Let no mom put asunder
Veteran church communications hand, and prison ministry stalwart Val Hymes graces us with a lovely article for the Washington Post's Web site on her 55-year interfaith marriage:
We knew there would be trouble right from the start when the rabbi said he would not perform our marriage on campus because the Columbia University chapel has "Christian windows."But we did not anticipate that during the wedding my mother, a recent convert to Roman Catholicism, would stand outside crying and try to keep people from entering because, she explained, the chapel "was not consecrated." (When the chapel was built, the president of the university refused to consecrate it for any one denomination so that it could be used by all. So much for that.)
This is not to say we weren't expecting some drama from my mother, who 55 years ago tried to persuade renowned theologian Reinhold Niebuhr to talk us out of the marriage. (He blessed us instead.) When my engagement to a Jew had been announced, I received a telegram from her accusing me of hammering the nails into Christ's feet. Both of us were working and going to school full time and hadn't realized that the announcement was to be published on Good Friday.

A fascinating story, of the type of intolerance we would hope was past---but can still happen today.
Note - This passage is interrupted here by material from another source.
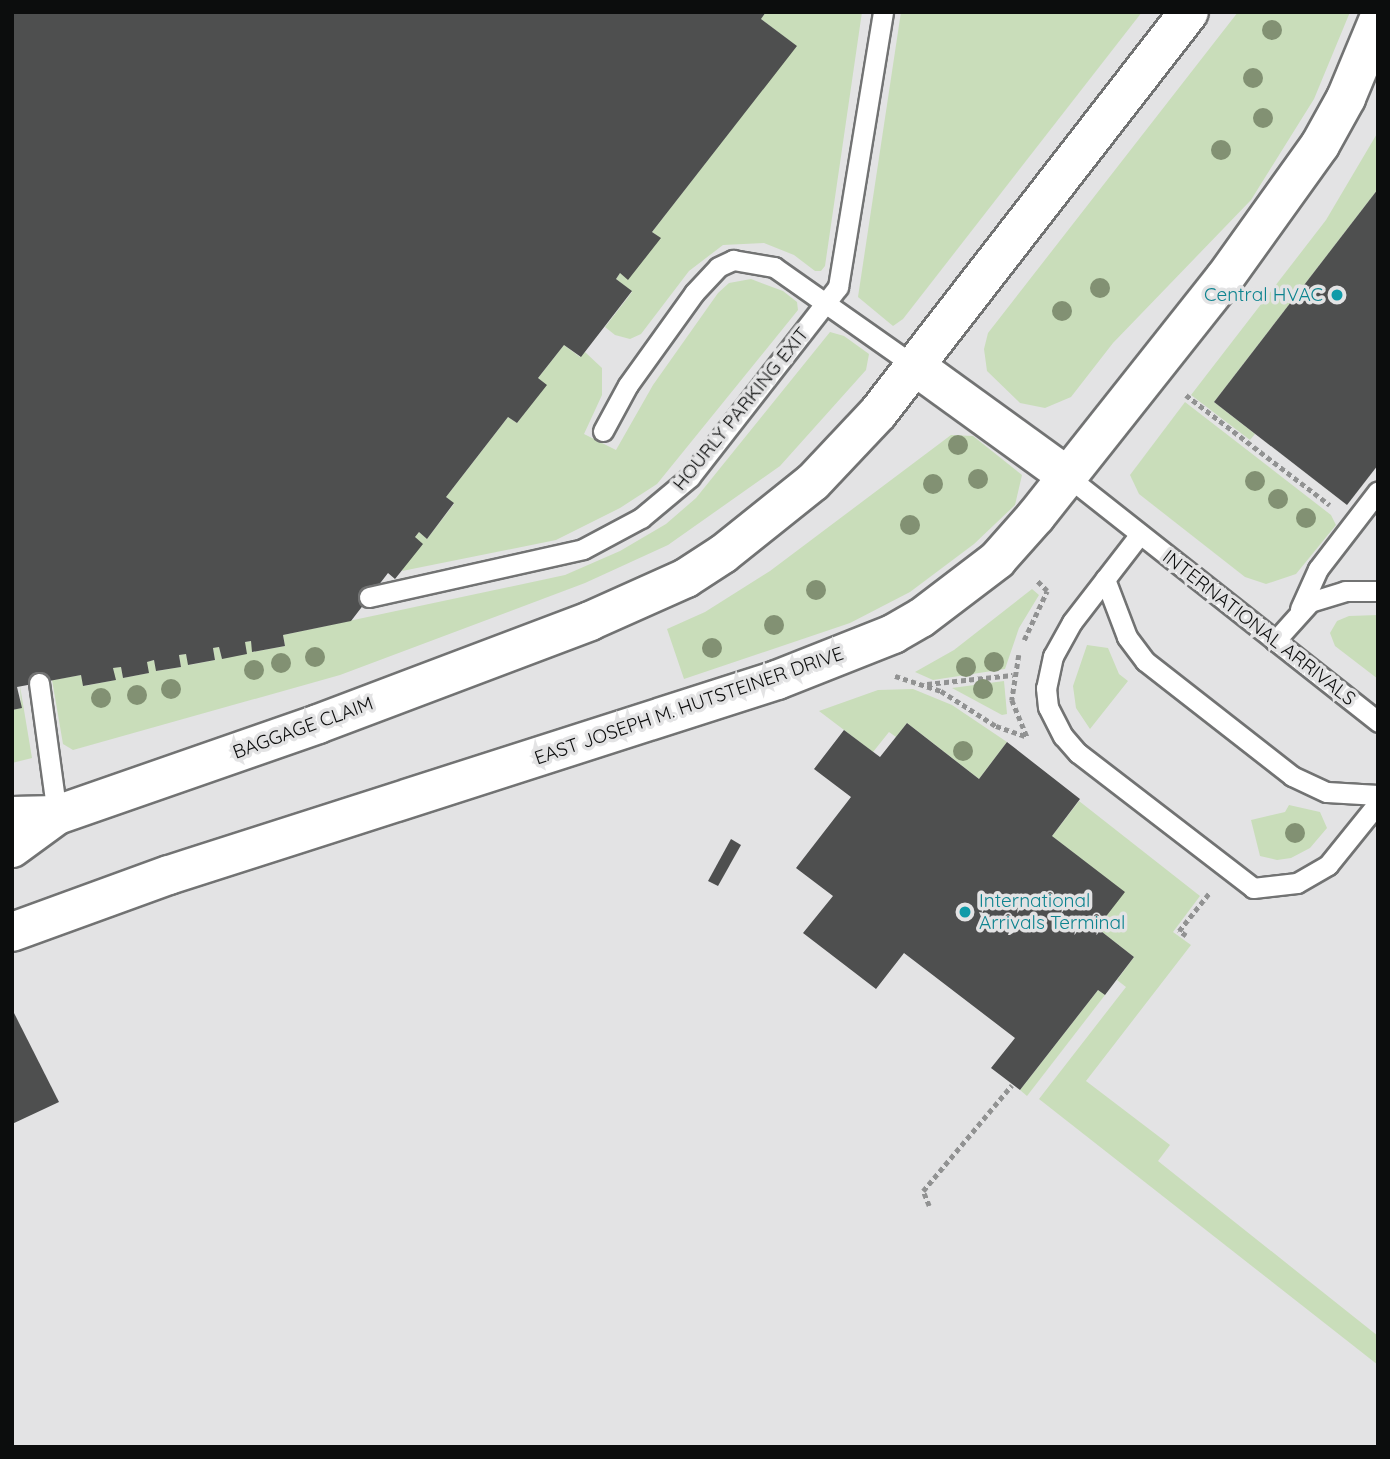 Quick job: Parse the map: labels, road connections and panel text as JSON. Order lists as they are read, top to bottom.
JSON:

A personal note about where this occurred:
I was a grad student at Columbia University (and Union Theological Seminary, across the street) in the 1990s. At that time, the official "Columbia University Chaplain" was a rabbi. If that weren't enough, as University Chaplain, his title also included the appellation "Rector of St. Paul's Chapel" (the chapel mentioned in the story: it says "Pro Ecclesia Dei" above the classical columns on the front).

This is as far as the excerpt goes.